Supreme Court of Mississippi, Division B
Apr 29, 1940
195 So. 581 (Miss. 1940)

Opinion

No. 34031.

April 29, 1940.

1. CRIMINAL LAW.

Where alleged improper argument by district attorney was shown by motion dictated into the record by defendant's counsel, rather than by incorporation in general bill of exceptions or by special bill of exceptions, propriety of such argument was not reviewable.

2. CRIMINAL LAW.

Trial courts should never permit counsel to make an argument calculated to dispute the correctness of instructions given on the law by which jury is to be guided.

3. MOTIONS.

Since a motion is at issue without further pleading, averments thereof do not amount to any proof of the facts stated therein.

4. CRIMINAL LAW.

Argument allegedly made by district attorney, that instructions given for defendant were "sugar-coated; were prepared to mislead the jury; they are telling you one thing when the law is another; and it is always evidence of a defendant's weak case when he procures . . . a lot of instructions," was highly improper, but was cured by court's statement that the instructions correctly stated the law.

APPEAL from circuit court, Montgomery county; HON. JNO. F. ALLEN, Judge.

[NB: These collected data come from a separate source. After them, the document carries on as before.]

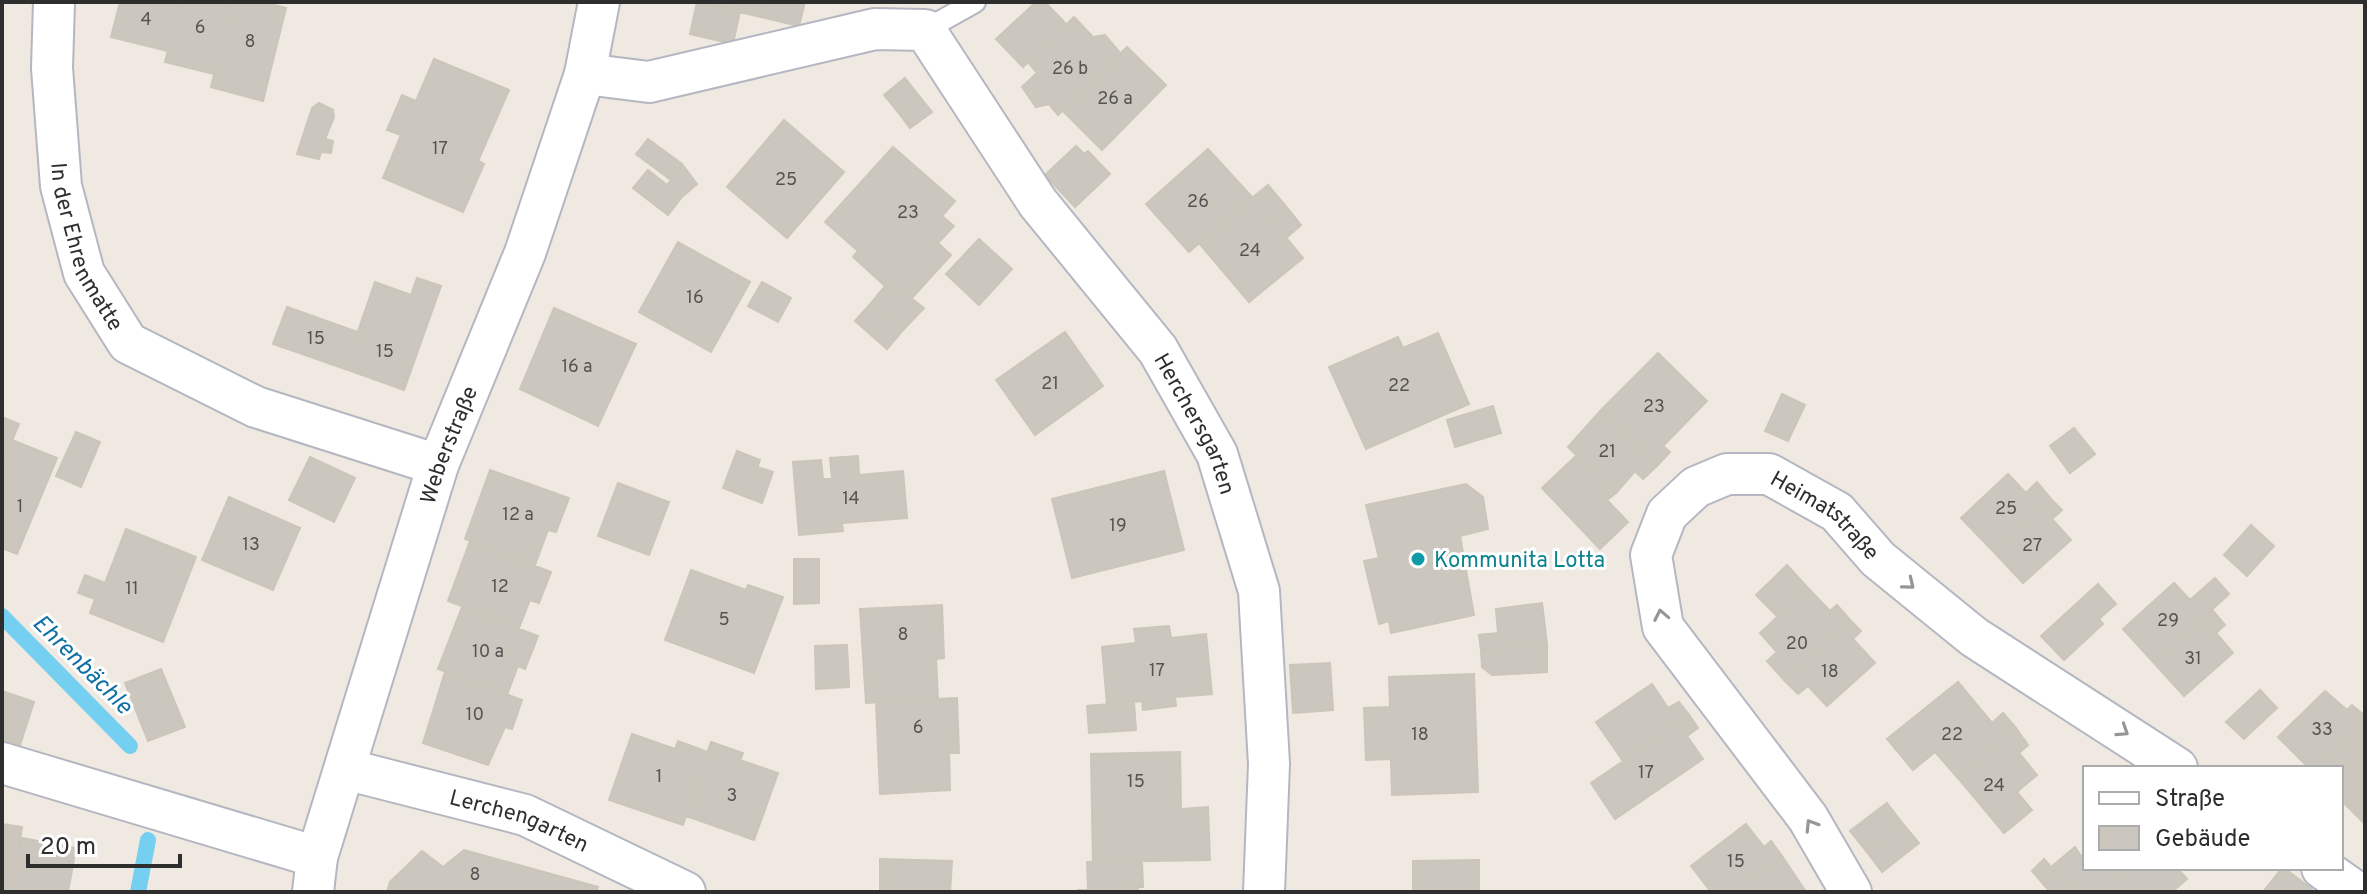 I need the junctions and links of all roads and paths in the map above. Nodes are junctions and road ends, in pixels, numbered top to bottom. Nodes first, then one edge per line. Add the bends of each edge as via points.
1 (54, 2) edge
2 (599, 2) edge
3 (975, 2) edge
4 (925, 30) junction
5 (585, 74) junction
6 (438, 465) junction
7 (2, 763) edge
8 (2174, 766) edge
9 (345, 769) junction
10 (2325, 870) edge
11 (315, 875) edge
12 (685, 892) edge
13 (1264, 892) edge
14 (1851, 892) edge
15 (2356, 892) edge

1 - 6 street, In der Ehrenmatte via 52,68 61,186 84,273 128,343 256,407
2 - 5 street, Weberstraße
3 - 4 lane
4 - 5 street via 875,29 649,82
4 - 13 street, Herchersgarten via 1038,203 1158,350 1217,454 1259,591 1269,764
5 - 6 street, Weberstraße via 525,253
6 - 9 street, Weberstraße
7 - 11 street
14 -> 8 street, Heimatstraße via 1808,818 1663,627 1651,555 1667,514 1696,487 1727,474 1769,474 1837,512 1878,559 1974,637
9 - 11 street, Weberstraße
9 - 12 street, Lerchengarten via 525,815
10 - 15 street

J.W. Conger, of Winona, for appellant.

The record shows that the district attorney used the language: "The instructions are sugar coated; these instructions were prepared to mislead the jury; these instructions are telling you one thing when the law is another; it is always evidence of a defendant's weak case when he procures from the court a lot of instructions."

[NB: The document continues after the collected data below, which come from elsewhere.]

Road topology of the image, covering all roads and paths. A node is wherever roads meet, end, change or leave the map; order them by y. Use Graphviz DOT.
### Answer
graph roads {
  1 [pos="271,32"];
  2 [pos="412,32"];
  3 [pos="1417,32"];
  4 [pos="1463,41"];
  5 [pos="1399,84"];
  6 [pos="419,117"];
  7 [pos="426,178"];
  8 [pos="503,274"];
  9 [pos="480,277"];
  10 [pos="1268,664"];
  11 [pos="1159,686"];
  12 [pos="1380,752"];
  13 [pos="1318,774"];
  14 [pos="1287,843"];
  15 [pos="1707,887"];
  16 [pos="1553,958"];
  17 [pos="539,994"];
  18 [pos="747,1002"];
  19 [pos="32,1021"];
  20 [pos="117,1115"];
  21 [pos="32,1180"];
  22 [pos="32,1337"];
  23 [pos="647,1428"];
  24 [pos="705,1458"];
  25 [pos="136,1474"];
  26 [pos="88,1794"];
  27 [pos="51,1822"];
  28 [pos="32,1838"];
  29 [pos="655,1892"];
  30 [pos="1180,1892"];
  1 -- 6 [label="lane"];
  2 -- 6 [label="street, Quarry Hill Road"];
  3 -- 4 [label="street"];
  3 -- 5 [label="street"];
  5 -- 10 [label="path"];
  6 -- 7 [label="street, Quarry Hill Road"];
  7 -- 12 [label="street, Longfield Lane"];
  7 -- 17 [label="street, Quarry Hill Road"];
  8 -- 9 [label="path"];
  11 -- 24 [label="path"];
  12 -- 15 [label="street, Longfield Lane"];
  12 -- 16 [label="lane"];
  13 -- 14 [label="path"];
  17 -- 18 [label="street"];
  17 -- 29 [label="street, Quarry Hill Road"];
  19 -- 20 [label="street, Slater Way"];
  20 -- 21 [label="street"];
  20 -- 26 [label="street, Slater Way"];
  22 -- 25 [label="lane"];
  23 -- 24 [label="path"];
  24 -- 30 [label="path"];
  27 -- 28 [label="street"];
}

The defendant timely objected to the statements of the district attorney, and the court sustained the defendant's objection, but the defendant went further and asked for a mistrial, as requested by the Aldridge case, 177 So. 765.

There is no doubt about the statements being prejudicial to the defendant.

The argument was not provoked by anything that happened on the trial; it was purely voluntary, with the effect of prejudicing the jury. The argument was not legitimate.

Guest v. State, 130 So. 908, 158 Miss. 588.

It is rather preposterous to think that a prosecutor has the right to tell the jury, in open court, in his argument that the instructions were prepared to mislead and that they are sugar coated, and that the instructions say one thing and the law is another thing, and that the number of instructions asked for and signed by the judge on behalf of the defendant is evidence of his weak case.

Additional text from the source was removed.